§ Description of the task
Print the data once more, exactly as given. Drop the pictures.

+===+

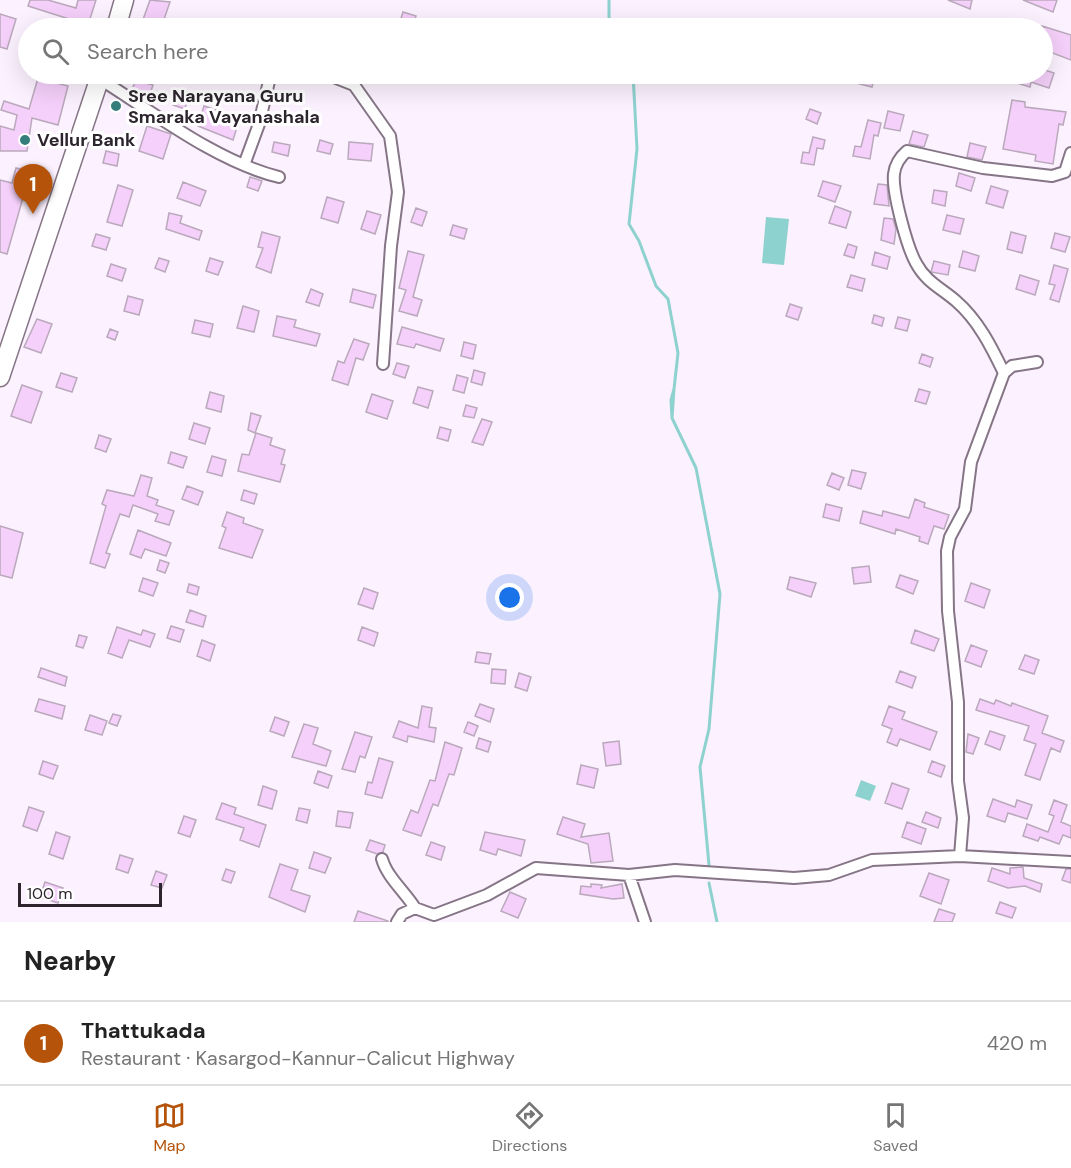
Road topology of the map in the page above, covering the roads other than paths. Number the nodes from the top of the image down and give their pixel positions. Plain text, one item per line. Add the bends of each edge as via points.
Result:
1 (124, 0) edge
2 (119, 18) edge
3 (97, 84) edge
4 (113, 84) edge
5 (268, 84) edge
6 (351, 84) edge
7 (1071, 153) edge
8 (244, 165) junction
9 (279, 177) dead end
10 (6, 339) edge
11 (1037, 362) dead end
12 (383, 364) dead end
13 (1004, 373) junction
14 (0, 377) edge
15 (960, 856) junction
16 (382, 860) dead end
17 (1071, 862) edge
18 (629, 875) junction
19 (415, 908) junction
20 (397, 922) edge
21 (645, 922) edge

1 - 2 highway
3 - 10 highway
4 - 8 street
5 - 8 street
6 - 12 street via 390,136 398,192
7 - 13 street via 1065,172 1052,176 983,168 907,151 900,157 894,175 904,232 916,264 933,285 973,318
8 - 9 street
10 - 14 highway
11 - 13 street via 1012,366
13 - 15 street via 971,462 965,509 947,551 963,818
15 - 17 street
15 - 18 street via 872,860 829,874 794,878 675,870
16 - 19 street
18 - 19 street via 536,868 487,895 434,915
18 - 21 street
19 - 20 street via 402,914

+===+

§ Result of this task
Road topology of the map in the page above, covering the roads other than paths. Number the nodes from the top of the image down and give their pixel positions. Plain text, one item per line. Add the bends of each edge as via points.
Result:
1 (124, 0) edge
2 (119, 18) edge
3 (97, 84) edge
4 (113, 84) edge
5 (268, 84) edge
6 (351, 84) edge
7 (1071, 153) edge
8 (244, 165) junction
9 (279, 177) dead end
10 (6, 339) edge
11 (1037, 362) dead end
12 (383, 364) dead end
13 (1004, 373) junction
14 (0, 377) edge
15 (960, 856) junction
16 (382, 860) dead end
17 (1071, 862) edge
18 (629, 875) junction
19 (415, 908) junction
20 (397, 922) edge
21 (645, 922) edge

1 - 2 highway
3 - 10 highway
4 - 8 street
5 - 8 street
6 - 12 street via 390,136 398,192
7 - 13 street via 1065,172 1052,176 983,168 907,151 900,157 894,175 904,232 916,264 933,285 973,318
8 - 9 street
10 - 14 highway
11 - 13 street via 1012,366
13 - 15 street via 971,462 965,509 947,551 963,818
15 - 17 street
15 - 18 street via 872,860 829,874 794,878 675,870
16 - 19 street
18 - 19 street via 536,868 487,895 434,915
18 - 21 street
19 - 20 street via 402,914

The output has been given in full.